PARTE 1. SOBRE LOS PRINCIPIOS DEL HOMBRE*


-Dice usted que desde bien pequeñito vive obsesionado con la pregunta que da sentido a todo; ¿en qué consiste la libertad?

Eso es lo que digo, y lo que escribo desde que puedo y me dejan, sí. Pero en cuanto pongo en marcha la cuestión, no para de enredarme con otras cuestiones. ¿Soy ser humano capaz de libertad, o soy libertad y por ello capaz de ser humano? Supuse que la experiencia de los años me traería las respuestas, pero ahora ya sé que ni el tiempo ni el espacio son capaces de hacerlo. Por tanto, sin respuestas concluyentes, tengo que intentar responder. Es la primera y más importante elección de todas las que debo ir tomando.


-¿Y?

Pues que se imponen nuevas búsquedas, algo menos ambiciosas, algo menos esenciales. De la complejidad han ido surgiendo sistemas filosóficos, construcciones mentales a veces risibles, pero a veces intelectualmente apasionantes. Y en esas estamos, renunciando a los vastos empeños, pero sin un mínimo reposo. Demasiadas peripecias que atosigan a quien pretende abandonar o descansar tranquilo.

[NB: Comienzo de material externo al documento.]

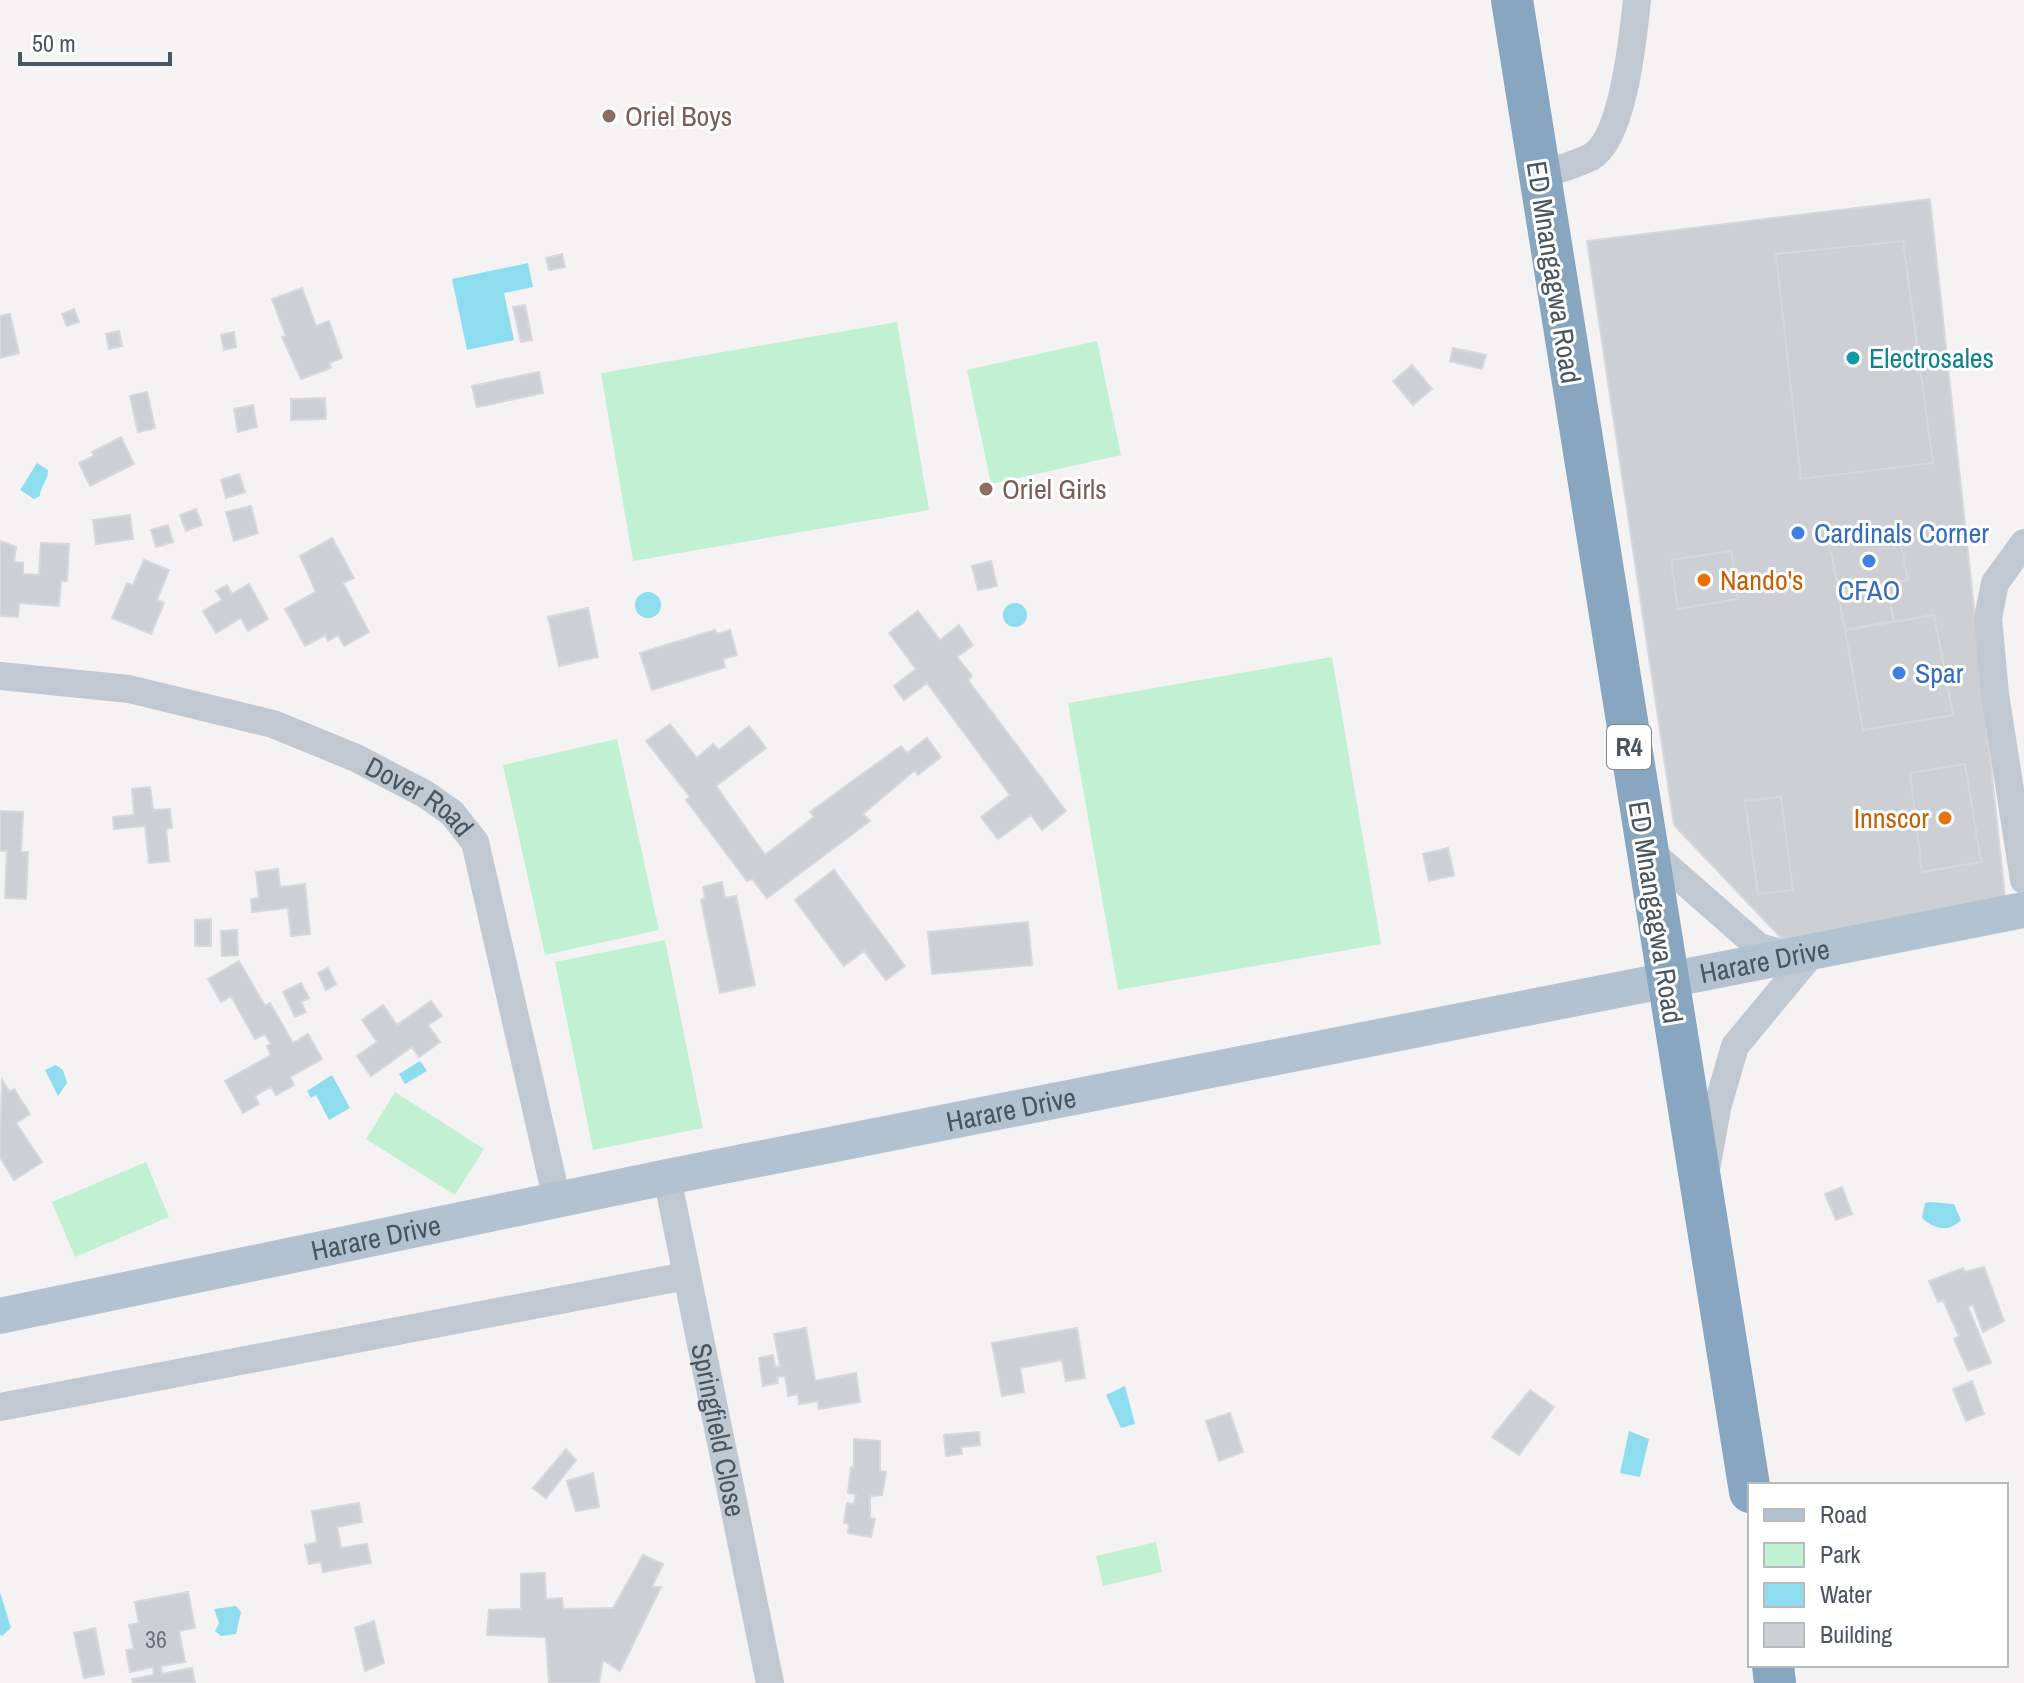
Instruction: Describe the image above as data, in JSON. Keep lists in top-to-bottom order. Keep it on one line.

-Pues dicen que los problemas insolubles solamente tienen malas soluciones.

Quizá tenga razón. En este caso habría que optar o por el dogmatismo que siempre zanja y lo simplifica todo, o por el escepticismo, que normalmente acaba abandonando, encogido de hombros. Como ya he dicho en otras ocasiones; la filosofía nunca es una cancelación definitiva que nos permite salir de todas las dudas, sino que es el acicate que nos arroja a ellas, permitiéndonos vivir con dignidad inteligente en la ausencia de certidumbres absolutas. Sigamos filosofando. Esa es mi elección final.


-Dice Arnold Gehlen que “el hombre no vive, sino que dirige su vida”

A la pregunta sobre el origen del hombre, se dan siempre dos respuestas; la primera hace que provenga de Dios, la otra lo hace provenir del animal. La primera no es científica, y la segunda es equívoca… precisamente desde el punto de vista científico. Sin embargo, ambos puntos de vista tienen un presupuesto en común; el hombre no puede ser comprendido desde sí mismo. Sólo puede describirse e interpretarse con categorías extrahumanas. Ambas perspectivas parten de lo no humano, parece que no podemos ser interpretados con conceptos o categorías que nos sean propias. Parece que algo, o alguien, siempre nos ha dirigido al inicio, o nos sigue dirigiendo en todo momento.


-Dejemos por un momento a Dios y a nuestros parentescos de la naturaleza a un lado. Consideremos al hombre en sí mismo. ¿Qué nos define entonces?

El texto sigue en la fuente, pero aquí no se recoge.